Interactions of Microbial Biofilms with Toxic Trace Metals: 1. Observation and Modeling of Cell Growth, Attachment, and Production of Extracellular Polymer
Adsorbent surfaces in natural and engineered systems are frequently modifies by bacterial attachment, growth of a biofilm, and bacterial production of extracellular polymer. Attached cells or sorbed polymers may alter the metal-binding characteristics of the supporting substratum and influence metal partitioning. The interdependent behavior of toxic trace metal partitioning and biofilm development requires description of the interaction between cell growth with its accompanying polymer production and metal speciation. In this article, the first of a two part series, a mechanistic model is developed to describe the growth of a film-forming bacterium which adheres to a substratum through the production of extracellular biopolymers. Each bacterial cell was modeled as a two-component structure consisting of active cell mass and biopolymer. The biopolymer component was further divided into cell-associated and dissolved categories to distinguish which remained naturally bound to cell surfaces from that which did not. Use of this structured model permitted independent description of the dynamics of cell growth, and polymer production, both of which may influence trace metal behavior. Employing parameters obtained from independent experiments as well as published values, the model satisfactorily predicts experimental observations of bacterial growth, attachment and detachment, biopolymer production, and adsorption of polymer onto solid (glass) surfaces.
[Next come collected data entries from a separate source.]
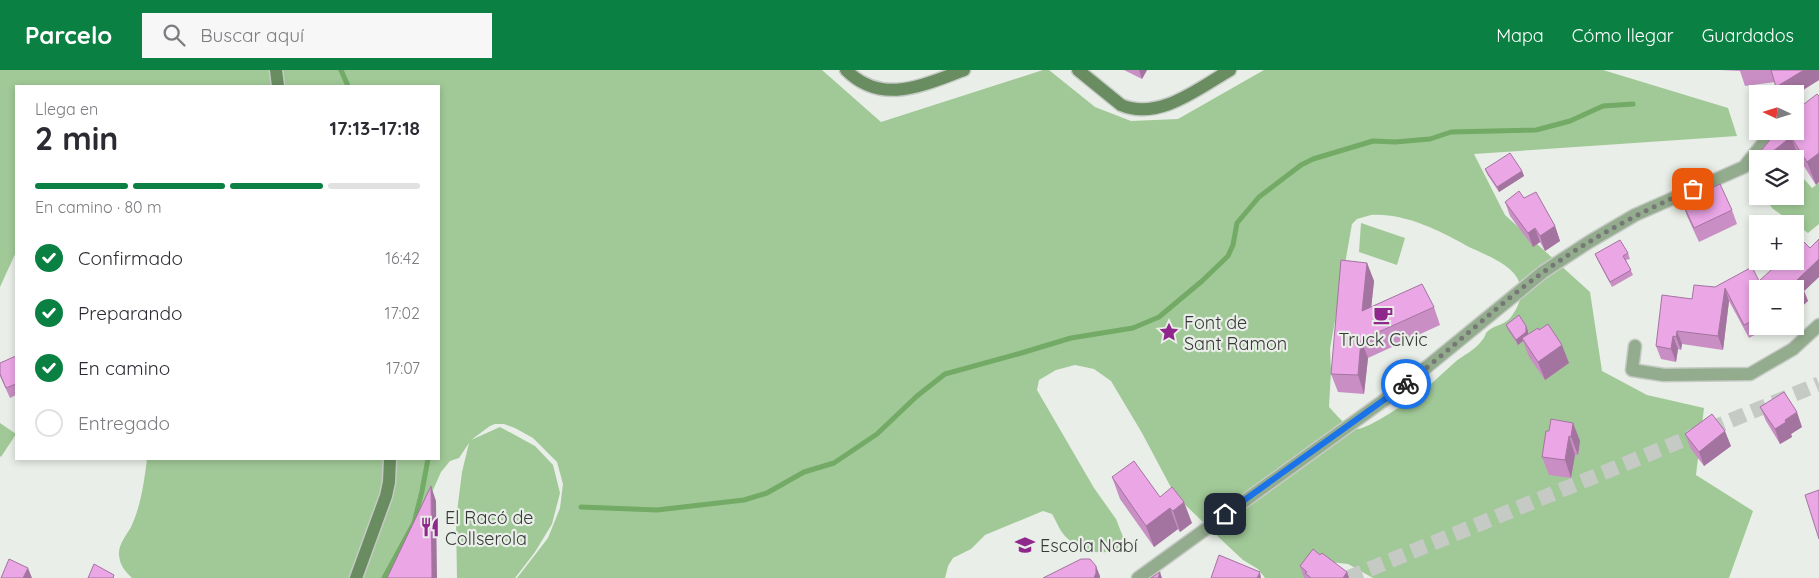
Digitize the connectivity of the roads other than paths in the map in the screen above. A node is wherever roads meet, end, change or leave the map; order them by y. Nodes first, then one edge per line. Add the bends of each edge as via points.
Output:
1 (276, 70) edge
2 (846, 70) edge
3 (964, 70) edge
4 (1078, 70) edge
5 (1230, 70) edge
6 (278, 85) edge
7 (1766, 140) edge
8 (1819, 325) edge
9 (1635, 346) dead end
10 (390, 460) edge
11 (356, 578) edge
12 (1138, 578) edge

1 - 6 main road
2 - 3 main road via 864,85 890,91 917,86
4 - 5 main road via 1121,105 1144,110 1180,98
7 - 12 street via 1744,167 1635,216 1543,272 1409,382
8 - 9 street via 1793,349 1750,374 1664,375 1632,370
10 - 11 main road via 386,496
The model stimulated transient and steady-state biofilm systems equally well. In the second article in this series, we describe how this model may be extended and utilized to make predictions of the behavior of transient and steady-state biofilm systems in the presence of a toxic transition metal(Pb).
Ke Ming Hsieh, George A. Murgel, Leonard W. Lion, and Michael L. Shuler. "Interactions of Microbial Biofilms with Toxic Trace Metals: 1. Observation and Modeling of Cell Growth, Attachment, and Production of Extracellular Polymer" Biotechnology and Bioengineering 44.2 (1994): 219-231.